* [Task description]: Work out how many lines of the listing below contain the word "fabs". Respond with that number only.

* [Input material]:
• • • •

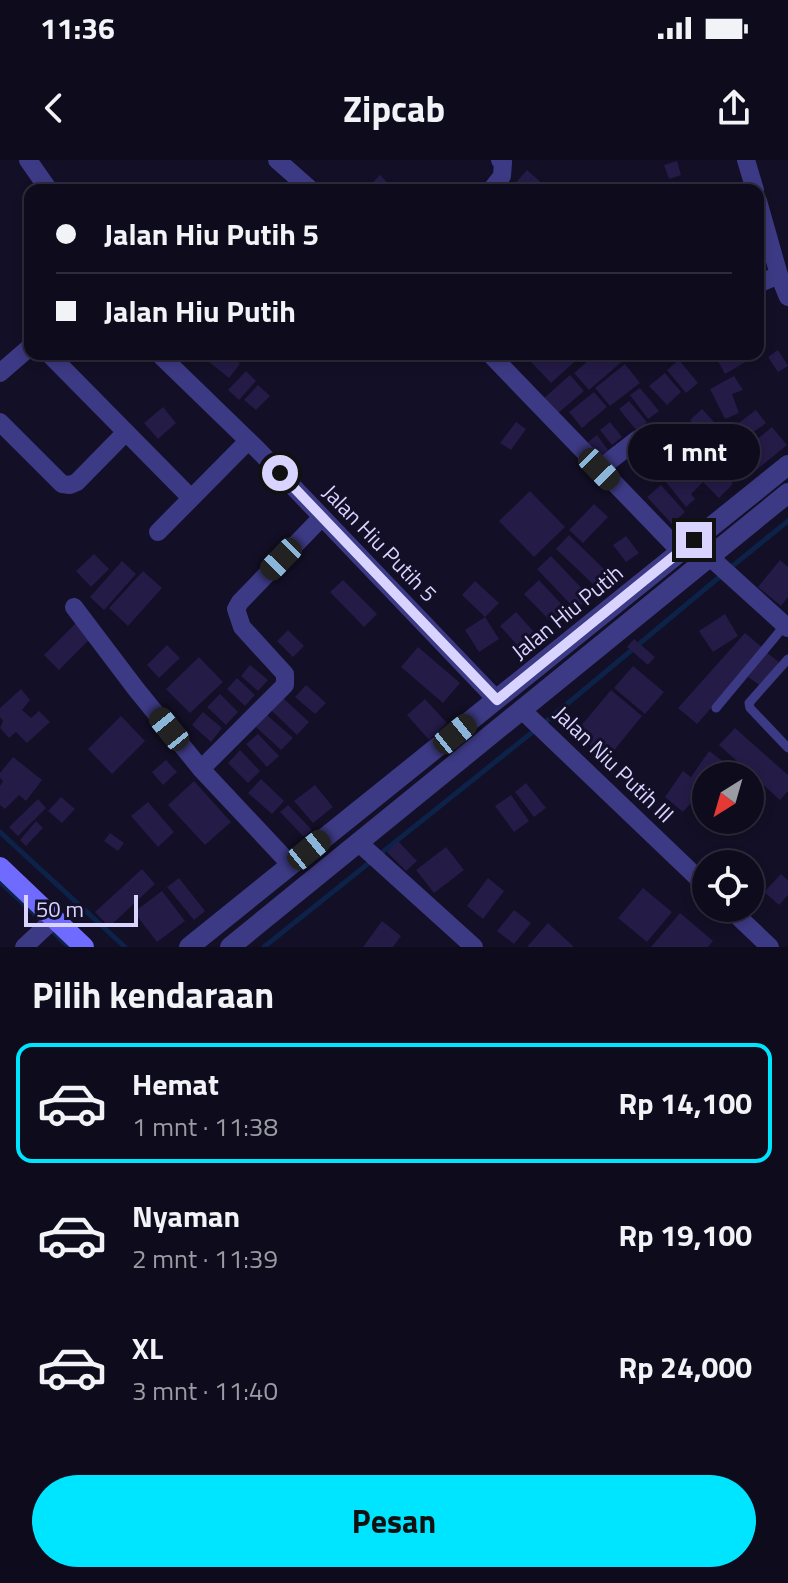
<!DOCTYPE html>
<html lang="id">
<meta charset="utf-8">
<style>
body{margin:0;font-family:"Titillium Web",sans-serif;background:#171425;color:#f1f3f6;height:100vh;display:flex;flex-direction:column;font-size:30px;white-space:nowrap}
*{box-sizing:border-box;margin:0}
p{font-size:26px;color:#9b9ba3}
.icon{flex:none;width:44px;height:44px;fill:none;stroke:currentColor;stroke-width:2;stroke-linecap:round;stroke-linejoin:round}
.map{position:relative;height:787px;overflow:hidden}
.drawer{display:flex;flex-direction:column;background:#0e0b1c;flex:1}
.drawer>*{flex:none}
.guide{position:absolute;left:24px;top:24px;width:740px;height:176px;border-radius:16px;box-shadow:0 4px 12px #0003,0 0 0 2px #2e2b3b;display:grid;align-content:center;height:176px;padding:0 32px;background:#0e0b1c}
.needle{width:52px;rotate:217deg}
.fabs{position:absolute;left:692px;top:602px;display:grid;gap:16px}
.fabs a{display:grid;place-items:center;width:72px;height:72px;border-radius:50%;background:#0e0b1c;box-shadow:0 4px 12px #0003,0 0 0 2px #2e2b3b;font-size:40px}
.scale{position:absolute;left:24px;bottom:20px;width:114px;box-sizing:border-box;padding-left:8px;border:4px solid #d9d4ff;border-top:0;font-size:22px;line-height:28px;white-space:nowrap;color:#d9d4ff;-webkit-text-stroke:6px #130f26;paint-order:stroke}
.end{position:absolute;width:36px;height:36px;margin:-18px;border:10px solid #d9d4ff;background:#111;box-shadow:0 0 0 4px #111}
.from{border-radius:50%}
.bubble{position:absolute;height:56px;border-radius:28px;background:#0e0b1c;box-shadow:0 4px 12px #0003,0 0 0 2px #2e2b3b;font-size:26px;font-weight:700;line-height:56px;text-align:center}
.car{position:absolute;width:24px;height:48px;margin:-24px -12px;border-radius:10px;box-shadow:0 0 6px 2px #0007;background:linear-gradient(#222 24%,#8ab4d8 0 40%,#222 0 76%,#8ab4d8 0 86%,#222 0)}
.guide b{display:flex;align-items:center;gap:28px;height:76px;font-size:30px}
.guide b+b{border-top:2px solid #2e2b3b}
.guide i{width:20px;height:20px;background:#f1f3f6}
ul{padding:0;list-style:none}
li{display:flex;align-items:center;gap:24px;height:120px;margin:0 16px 12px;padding:0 16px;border:4px solid transparent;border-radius:16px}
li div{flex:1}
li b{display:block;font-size:30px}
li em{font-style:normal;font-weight:700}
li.current{border-color:#00e5ff}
li>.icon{width:72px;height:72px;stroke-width:1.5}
h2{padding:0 32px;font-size:36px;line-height:96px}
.action{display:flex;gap:16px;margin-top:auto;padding:16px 32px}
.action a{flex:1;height:92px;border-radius:48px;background:#00e5ff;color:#111;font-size:32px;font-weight:700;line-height:92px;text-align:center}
.status{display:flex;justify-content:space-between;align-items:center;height:56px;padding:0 40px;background:#0e0b1c;direction:ltr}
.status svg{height:22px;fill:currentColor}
header{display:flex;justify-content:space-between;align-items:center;height:104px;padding:0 32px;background:#0e0b1c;font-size:36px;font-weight:700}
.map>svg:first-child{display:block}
</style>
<div class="status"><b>11:36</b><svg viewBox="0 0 49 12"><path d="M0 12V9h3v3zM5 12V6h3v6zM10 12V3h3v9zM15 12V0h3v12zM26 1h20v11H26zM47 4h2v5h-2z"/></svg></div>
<header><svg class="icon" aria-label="back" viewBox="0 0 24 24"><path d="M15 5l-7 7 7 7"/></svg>Zipcab<svg class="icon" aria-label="share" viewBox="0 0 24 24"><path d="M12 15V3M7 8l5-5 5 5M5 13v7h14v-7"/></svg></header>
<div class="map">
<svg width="788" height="787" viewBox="0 0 788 787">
<rect width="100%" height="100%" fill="#130f26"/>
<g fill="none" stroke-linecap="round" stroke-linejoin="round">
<path stroke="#0c2248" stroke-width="5" d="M730,408L788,361
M543,564L723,414
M0,672L125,787
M0,722L42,761
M51,770L69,787
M264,787L535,570"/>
</g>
<path fill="#241b47" d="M677,1L681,15L669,19L664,5Z
M527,10L550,30H512L510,29Z
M380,15L393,28L365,30Z
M758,176L764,191L725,214L714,194H758Z
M778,190L788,206L778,212L768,197Z
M199,194H228L240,204L229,218Z
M539,194H583L551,223L531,202Z
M596,194H631L589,230L574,213Z
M679,200L698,223L686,233L667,210Z
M625,204L640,223L610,246L595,228Z
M246,211L256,221L239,240L228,230Z
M665,213L681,232L667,245L649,226Z
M570,215L584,231L557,254L543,239Z
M734,216L743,230L732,234L739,253L725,259L710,229Z
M258,225L270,236L256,250L244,240Z
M640,228L659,251L648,259L630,235Z
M594,232L607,247L582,268L569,252Z
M629,241L647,262L637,271L619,249Z
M163,247L176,263L158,279L144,263Z
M702,249L717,265L704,277L690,260Z
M756,250L766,263L720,296L710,284Z
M516,262L526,269L511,290L500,283Z
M610,262L622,277L612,285L600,270Z
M681,267L696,281L682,294L668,280Z
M772,267L787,285L749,316L734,298Z
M597,275L608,290L598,297L588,282Z
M658,283L669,294L659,304L648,292Z
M704,290L733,324L719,338L703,322L691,334L695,339L686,347L666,322Z
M661,325L685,352L672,364L647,337Z
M530,331L565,367L534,397L499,361Z
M594,344L608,357L583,383L569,370Z
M569,375L606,411L593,424L556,389Z
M626,376L639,393L626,402L613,385Z
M94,394L109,409L91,427L76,411Z
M551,396L590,437L576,450L537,409Z
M780,400L788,407V437L781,446L758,427Z
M122,401L136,414L104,450L90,437Z
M143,411L162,428L128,466L109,448Z
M343,420L377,454L364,467L330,432Z
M539,420L566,449L551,462L524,434Z
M475,421L499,443L485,457L499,479L479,492L465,470L485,457L462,435Z
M516,452L534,472L518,486L500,466Z
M725,454L738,476L713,492L699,471Z
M77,462L92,477L59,510L44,495Z
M288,470L304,486L293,497L277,481Z
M745,473L764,489L697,564L678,548Z
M634,479L655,497L648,505L627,487Z
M167,485L180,498L159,518L147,505Z
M418,487L460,523L443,543L401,507Z
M766,492L779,502L761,526L748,517Z
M199,497L223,522L190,553L166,529Z
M250,505L268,520L258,531L241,516Z
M633,506L664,532L645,554L614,528Z
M237,518L255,535L245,546L227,529Z
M306,525L326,543L315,554L295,537Z
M21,529L30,540L22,550L31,558L39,551L50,562L27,583L16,572L9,578L0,568L3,561L0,557V548Z
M611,530L642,556L607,599L575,573Z
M220,534L238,552L226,565L207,547Z
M283,538L309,562L297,575L271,550Z
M425,539L447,563L429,580L407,555Z
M203,552L222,568L211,582L192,565Z
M267,555L293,578L281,590L256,567Z
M121,556L145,581L112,614L88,589Z
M735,568L788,615V631L780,640L719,585Z
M258,574L279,596L267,607L246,584Z
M240,590L260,611L248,623L228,603Z
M709,591L732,608L726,616H706V643L696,637L683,652L665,637L683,611L691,617Z
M13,597L42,620L26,641L19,635L5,649L0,645V626L3,621L0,618V613Z
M166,600L177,612L163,625L152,612Z
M261,619L284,641L272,654L248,633Z
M194,621L231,662L205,685L168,645Z
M526,623L546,648L534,657L515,632Z
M315,625L333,647L313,663L294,641Z
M511,635L529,661L514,672L495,646Z
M61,637L75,649L62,663L48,651Z
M38,639L46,648L18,676L9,667Z
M148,642L174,672L158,687L131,656Z
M288,645L312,670L304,677L280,652Z
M36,661L43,668L26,686L20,680Z
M110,673L124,683L118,691L104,681Z
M398,681L417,701L406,711L387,692Z
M446,687L464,710L434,733L416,710Z
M142,709L155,724L109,767L95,752Z
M781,714L788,720V735L779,745L764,732Z
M179,718L205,751L194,760L167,727Z
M488,718L504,731L483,759L467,746Z
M643,728L672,752L647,782L618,758Z
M162,731L185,761L157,782L134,752Z
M514,750L531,763L514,784L497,771Z
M680,753L713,781L708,787H651Z
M382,761L401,776L393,787H363Z
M548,763L574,787H527Z"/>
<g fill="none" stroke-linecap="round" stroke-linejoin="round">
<path stroke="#3d3a85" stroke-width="9" d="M788,499L749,543L750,548L788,588
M716,548L785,465"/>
<path stroke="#3d3a85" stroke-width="18" d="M28,0L49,30
M277,0L311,30
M746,0L755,30
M491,30L502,16L503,2L500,0
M758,41L779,115L788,137
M758,124L779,115
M49,194L191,338
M159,194L258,290L497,540
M490,194L680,391
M0,213L30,187
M0,262L62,324L70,325L77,322L126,272
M599,309L638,279
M158,372L248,281
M701,389L788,468
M74,447L136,529L201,609L291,705
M523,551L706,726
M201,609L285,525V514L242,467L236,449L240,442L322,357
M359,683L474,787
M729,748L770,787
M24,787L54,759"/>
<path stroke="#3d3a85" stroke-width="20" d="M189,787L788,305
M230,787L788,333"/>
<path stroke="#6f6bff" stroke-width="20" d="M0,707L84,787"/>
</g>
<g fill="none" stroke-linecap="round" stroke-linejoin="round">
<path stroke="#d9d4ff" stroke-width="10" d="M280,313L497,540L694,380"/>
</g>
<g text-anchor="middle" stroke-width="6" stroke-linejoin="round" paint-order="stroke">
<g font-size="22" fill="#d9d4ff" stroke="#130f26">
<text transform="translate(380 383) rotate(46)" y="8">Jalan Hiu Putih 5</text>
<text transform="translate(567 452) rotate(-39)" y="8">Jalan Hiu Putih</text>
<text transform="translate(614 604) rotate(44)" y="8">Jalan Niu Putih III</text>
</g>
</g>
</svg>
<div class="fabs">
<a><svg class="needle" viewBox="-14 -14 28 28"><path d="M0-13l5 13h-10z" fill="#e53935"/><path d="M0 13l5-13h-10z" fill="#9b9ba3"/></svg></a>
<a><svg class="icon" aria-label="locate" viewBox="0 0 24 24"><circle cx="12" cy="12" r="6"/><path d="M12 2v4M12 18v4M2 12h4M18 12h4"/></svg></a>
</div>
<div class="scale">50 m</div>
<i class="end from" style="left:280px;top:313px"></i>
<i class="end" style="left:694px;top:380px"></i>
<div class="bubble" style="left:628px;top:264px;width:132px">1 mnt</div>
<i class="car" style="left:599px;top:309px;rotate:136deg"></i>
<i class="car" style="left:281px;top:399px;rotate:224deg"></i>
<i class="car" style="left:169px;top:569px;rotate:321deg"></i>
<i class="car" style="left:455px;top:574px;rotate:51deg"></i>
<i class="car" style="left:309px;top:690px;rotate:51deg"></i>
<div class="guide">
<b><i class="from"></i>Jalan Hiu Putih 5</b>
<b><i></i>Jalan Hiu Putih</b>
</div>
</div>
<section class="drawer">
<h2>Pilih kendaraan</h2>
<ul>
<li class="current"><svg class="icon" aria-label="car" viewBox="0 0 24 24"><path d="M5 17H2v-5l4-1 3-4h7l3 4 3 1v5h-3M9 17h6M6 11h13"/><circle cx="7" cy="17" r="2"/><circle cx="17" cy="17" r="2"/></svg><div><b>Hemat</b><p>1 mnt · 11:38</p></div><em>Rp 14,100</em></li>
<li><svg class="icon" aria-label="car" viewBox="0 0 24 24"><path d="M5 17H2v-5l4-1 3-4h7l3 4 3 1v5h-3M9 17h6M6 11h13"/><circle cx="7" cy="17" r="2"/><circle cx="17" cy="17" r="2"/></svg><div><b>Nyaman</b><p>2 mnt · 11:39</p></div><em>Rp 19,100</em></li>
<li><svg class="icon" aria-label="car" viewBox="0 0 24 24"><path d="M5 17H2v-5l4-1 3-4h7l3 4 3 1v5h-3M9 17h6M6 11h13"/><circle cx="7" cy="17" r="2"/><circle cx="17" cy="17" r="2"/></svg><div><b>XL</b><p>3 mnt · 11:40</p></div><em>Rp 24,000</em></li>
</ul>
<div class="action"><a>Pesan</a></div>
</section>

• • • •

* [Output for this task]: 3